旅 瀬戸内(たびせと)

出崎海岸(半島) 岡山県玉野市
     
出崎海水浴場
出崎海岸
  出崎海岸
出崎半島は、入り江の多い静かな海浜に恵まれ、海浜の松林と浅瀬の海は、夏期は海水浴・キャンプ場としてにぎわっている。(岡山県観光便覧より)
海水浴場の隣には、ドッグ専用ビーチも設けられているのも特徴。

この出崎半島には、林原自然科学博物館(岡山市北区下石井1−2−3により、世界でも最大級といわれ、約6,000uの運動場と充実した設備の研究・実験棟を有する、本格的な「類人猿研究センター」が2001(平成13)年に建設されている。(平成12年9月12日プレスリリース資料より)

このように恵まれた自然を有する出崎半島で、私達もその自然にふれるためよく通ったものであるが、この「類人猿研究センター」ができてからは、海水浴シーズン以外には、一般車両の進入が制限され、入口には鉄の門扉がつくられてしまった。
理由として、「自然保護及び危険防止」とあるが、門扉の外には、駐車場があるわけでもなく、人が入れる通路も開かれていない。
「ヒトに最も近いチンパンジーを通してヒトの進化を考える」ために広大で自然豊かなこの地が選ばれたということであり、この出崎半島のほとんどは、林原の所有ということであるが、この出崎の自然に親しみ、触れ合うことを楽しみにしてきた私達は、そこから締め出されてしまったのである。

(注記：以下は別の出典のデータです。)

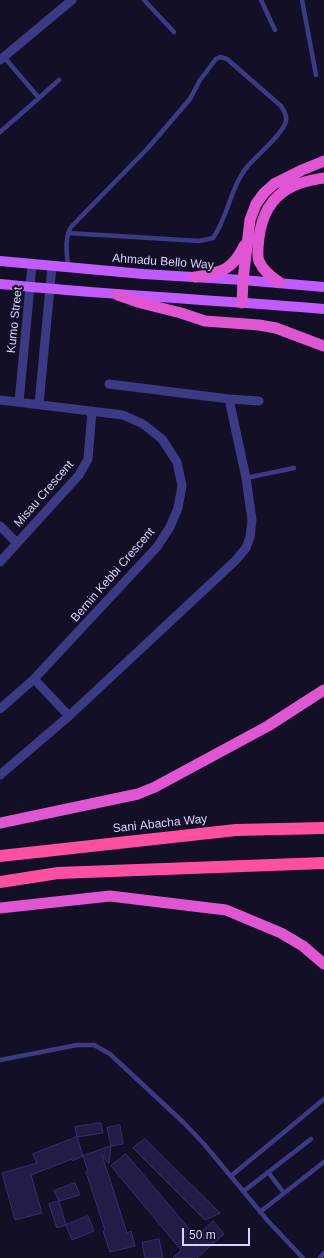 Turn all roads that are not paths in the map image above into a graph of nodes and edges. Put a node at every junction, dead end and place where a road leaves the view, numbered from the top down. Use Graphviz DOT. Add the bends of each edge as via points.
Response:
graph roads {
  1 [pos="72,0"];
  2 [pos="144,0"];
  3 [pos="261,0"];
  4 [pos="302,0"];
  5 [pos="275,30"];
  6 [pos="174,32"];
  7 [pos="2,59"];
  8 [pos="316,75"];
  9 [pos="59,80"];
  10 [pos="39,98"];
  11 [pos="0,132"];
  12 [pos="324,161"];
  13 [pos="324,178"];
  14 [pos="68,233"];
  15 [pos="247,240"];
  16 [pos="0,261"];
  17 [pos="32,265"];
  18 [pos="52,266"];
  19 [pos="68,267"];
  20 [pos="195,277"];
  21 [pos="243,280"];
  22 [pos="279,282"];
  23 [pos="0,284"];
  24 [pos="30,287"];
  25 [pos="324,287"];
  26 [pos="51,289"];
  27 [pos="118,295"];
  28 [pos="242,302"];
  29 [pos="324,310"];
  30 [pos="324,346"];
  31 [pos="109,384"];
  32 [pos="229,399"];
  33 [pos="0,400"];
  34 [pos="259,400"];
  35 [pos="19,402"];
  36 [pos="39,404"];
  37 [pos="92,412"];
  38 [pos="294,468"];
  39 [pos="246,478"];
  40 [pos="0,526"];
  41 [pos="17,543"];
  42 [pos="0,562"];
  43 [pos="34,679"];
  44 [pos="324,690"];
  45 [pos="0,709"];
  46 [pos="69,716"];
  47 [pos="0,775"];
  48 [pos="0,823"];
  49 [pos="324,828"];
  50 [pos="0,856"];
  51 [pos="324,863"];
  52 [pos="0,882"];
  53 [pos="0,908"];
  54 [pos="324,964"];
  55 [pos="0,1060"];
  56 [pos="324,1099"];
  57 [pos="311,1139"];
  58 [pos="324,1162"];
  59 [pos="268,1172"];
  60 [pos="231,1176"];
  61 [pos="244,1192"];
  62 [pos="284,1193"];
  63 [pos="260,1212"];
  64 [pos="324,1253"];
  65 [pos="303,1258"];
  66 [pos="320,1258"];
  1 -- 7 [label="street"];
  2 -- 6 [label="lane"];
  3 -- 5 [label="lane"];
  4 -- 8 [label="lane"];
  7 -- 10 [label="lane"];
  9 -- 10 [label="lane"];
  10 -- 11 [label="lane"];
  12 -- 15 [label="highway" via="286,177 264,193 256,204 250,220"];
  13 -- 22 [label="highway" via="299,183 283,192 271,205 262,222 258,237 259,263"];
  14 -- 14 [label="lane" via="190,100 200,80 220,57 227,59 282,106 286,119 284,128 246,168 238,181 221,227 213,238 199,241"];
  14 -- 19 [label="lane"];
  15 -- 20 [label="highway" via="235,262 228,269"];
  15 -- 21 [label="highway"];
  16 -- 17 [label="main road, Ahmadu Bello Way"];
  17 -- 18 [label="main road, Ahmadu Bello Way"];
  17 -- 24 [label="street, Kumo Street"];
  18 -- 19 [label="main road, Ahmadu Bello Way"];
  18 -- 26 [label="street"];
  19 -- 20 [label="main road, Ahmadu Bello Way"];
  20 -- 21 [label="main road, Ahmadu Bello Way"];
  21 -- 22 [label="main road, Ahmadu Bello Way"];
  21 -- 28 [label="highway"];
  22 -- 25 [label="main road, Ahmadu Bello Way"];
  23 -- 24 [label="main road"];
  24 -- 26 [label="main road"];
  24 -- 35 [label="street, Kumo Street"];
  26 -- 27 [label="main road"];
  26 -- 36 [label="street"];
  27 -- 28 [label="main road"];
  27 -- 30 [label="highway" via="205,321 276,328"];
  28 -- 29 [label="main road"];
  31 -- 32 [label="street"];
  32 -- 34 [label="street"];
  32 -- 39 [label="street"];
  33 -- 35 [label="street, Bernin Kebbi Crescent"];
  35 -- 36 [label="street, Bernin Kebbi Crescent"];
  36 -- 37 [label="street, Bernin Kebbi Crescent"];
  37 -- 41 [label="street, Misau Crescent" via="88,459 82,470"];
  37 -- 43 [label="street, Bernin Kebbi Crescent" via="123,415 143,424 162,439 177,462 182,486 178,508 157,547"];
  38 -- 39 [label="lane"];
  39 -- 46 [label="street" via="252,520 246,548 235,562"];
  40 -- 41 [label="street"];
  41 -- 42 [label="street, Misau Crescent"];
  43 -- 45 [label="street, Bernin Kebbi Crescent"];
  43 -- 46 [label="street"];
  44 -- 48 [label="highway" via="268,726 138,794"];
  46 -- 47 [label="street"];
  49 -- 50 [label="highway, Sani Abacha Way" via="236,830"];
  51 -- 52 [label="highway" via="58,873"];
  53 -- 54 [label="highway" via="110,896 226,910 281,933 304,946"];
  55 -- 60 [label="lane" via="77,1045 94,1045 103,1049 184,1123"];
  56 -- 60 [label="lane"];
  57 -- 59 [label="lane"];
  58 -- 62 [label="lane"];
  59 -- 61 [label="lane"];
  59 -- 62 [label="lane"];
  60 -- 61 [label="lane"];
  61 -- 63 [label="lane"];
  62 -- 63 [label="lane"];
  63 -- 65 [label="lane"];
  64 -- 66 [label="lane"];
} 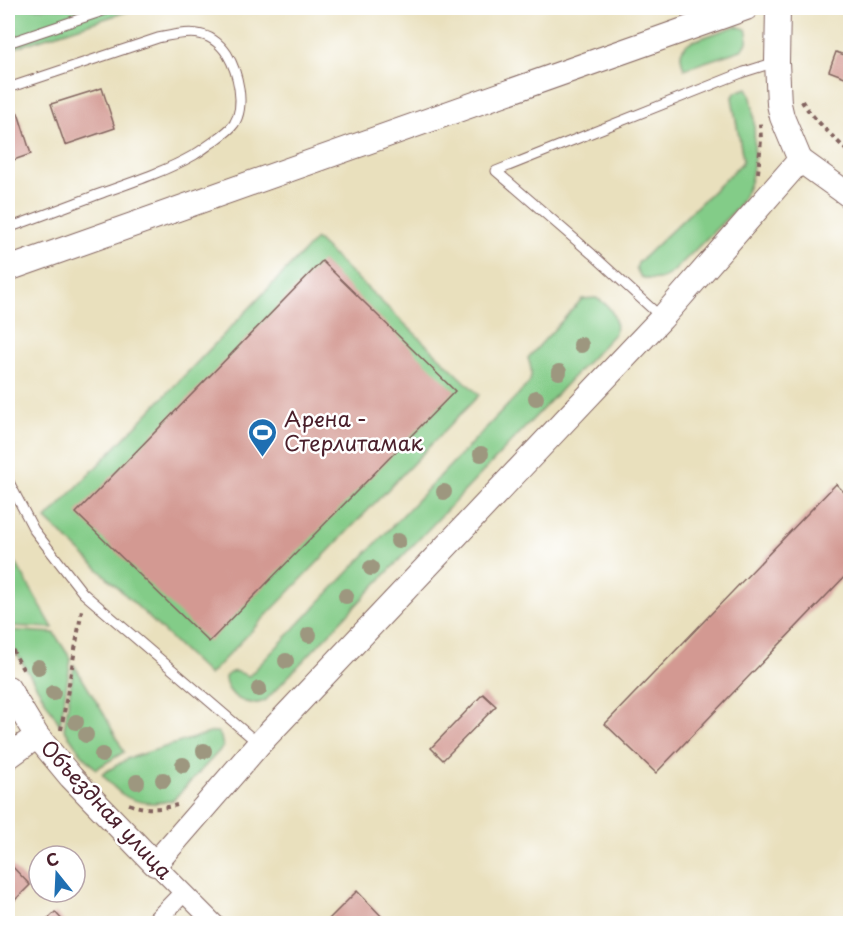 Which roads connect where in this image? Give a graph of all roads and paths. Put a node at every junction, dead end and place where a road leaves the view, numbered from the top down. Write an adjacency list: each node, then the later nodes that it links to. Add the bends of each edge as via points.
1 (112, 8): 4 (lane)
2 (746, 8): 14 (street)
3 (778, 8): 5 (street)
4 (8, 43)
5 (777, 62): 10 (street, via 782,117); 15 (lane, via 496,171)
6 (8, 88): 13 (lane, via 158,38 201,33 217,42 227,56 240,92 239,111 233,124 195,155)
7 (800, 95): 9 (path, via 811,113)
8 (759, 113): 11 (path)
9 (850, 154)
10 (800, 160): 12 (street); 15 (street)
11 (758, 180)
12 (850, 196)
13 (8, 228)
14 (8, 269)
15 (662, 318): 23 (street)
16 (8, 381): 17 (path)
17 (8, 390)
18 (8, 480): 19 (lane, via 34,530)
19 (84, 594): 22 (path, via 61,730); 23 (lane)
20 (8, 642): 21 (path)
21 (18, 683): 22 (street, Объездная улица)
22 (46, 728): 24 (street); 27 (street, Объездная улица, via 71,777)
23 (259, 744): 27 (street)
24 (8, 757)
25 (118, 801): 26 (path, via 140,808)
26 (178, 805)
27 (155, 864): 28 (street, Объездная улица)
28 (183, 893): 29 (street); 30 (street, Объездная улица)
29 (153, 924)
30 (215, 924)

海岸線が、埋め立てられ工場の誘致がさかんに行なわれた1960年〜70年代、、
「古来、海は万民のものであり、海浜に出て散策し、景観を楽しみ、魚を釣り、泳ぎ、あるいは汐を汲み、流木を集め、貝を掘り、のりを摘むなど生活の糧を得ることは、地域住民の保有する法以前の権利であった(入浜権宣言から)」との主張が兵庫県高砂の市民からなされ、全国的な 「公害を絶滅し、自然環境を破壊から守り、あるいは自然を回復させる運動(入浜権宣言から)」が行われてきた。「入浜権運動公式サイト」より

この時は、工場の誘致による公害の発生という「負の」部分があり、この出崎半島の場合とは異なるが、私たち一般の人たちが、一企業の土地の買占めによって、海浜の自然から疎外されてしまっているという点では、似たところがあるのでは?
国立公園という国民共有の財産を一企業が独占し、人の入場を制限してよいものなのか?

少なくとも、海浜とそこへ通じる道路は、私達に開放いただいても良いのではないかと思う。
海水浴のシーズンオフになれば、国立公園の美しい風景を見ることも写すことさえままならないのである。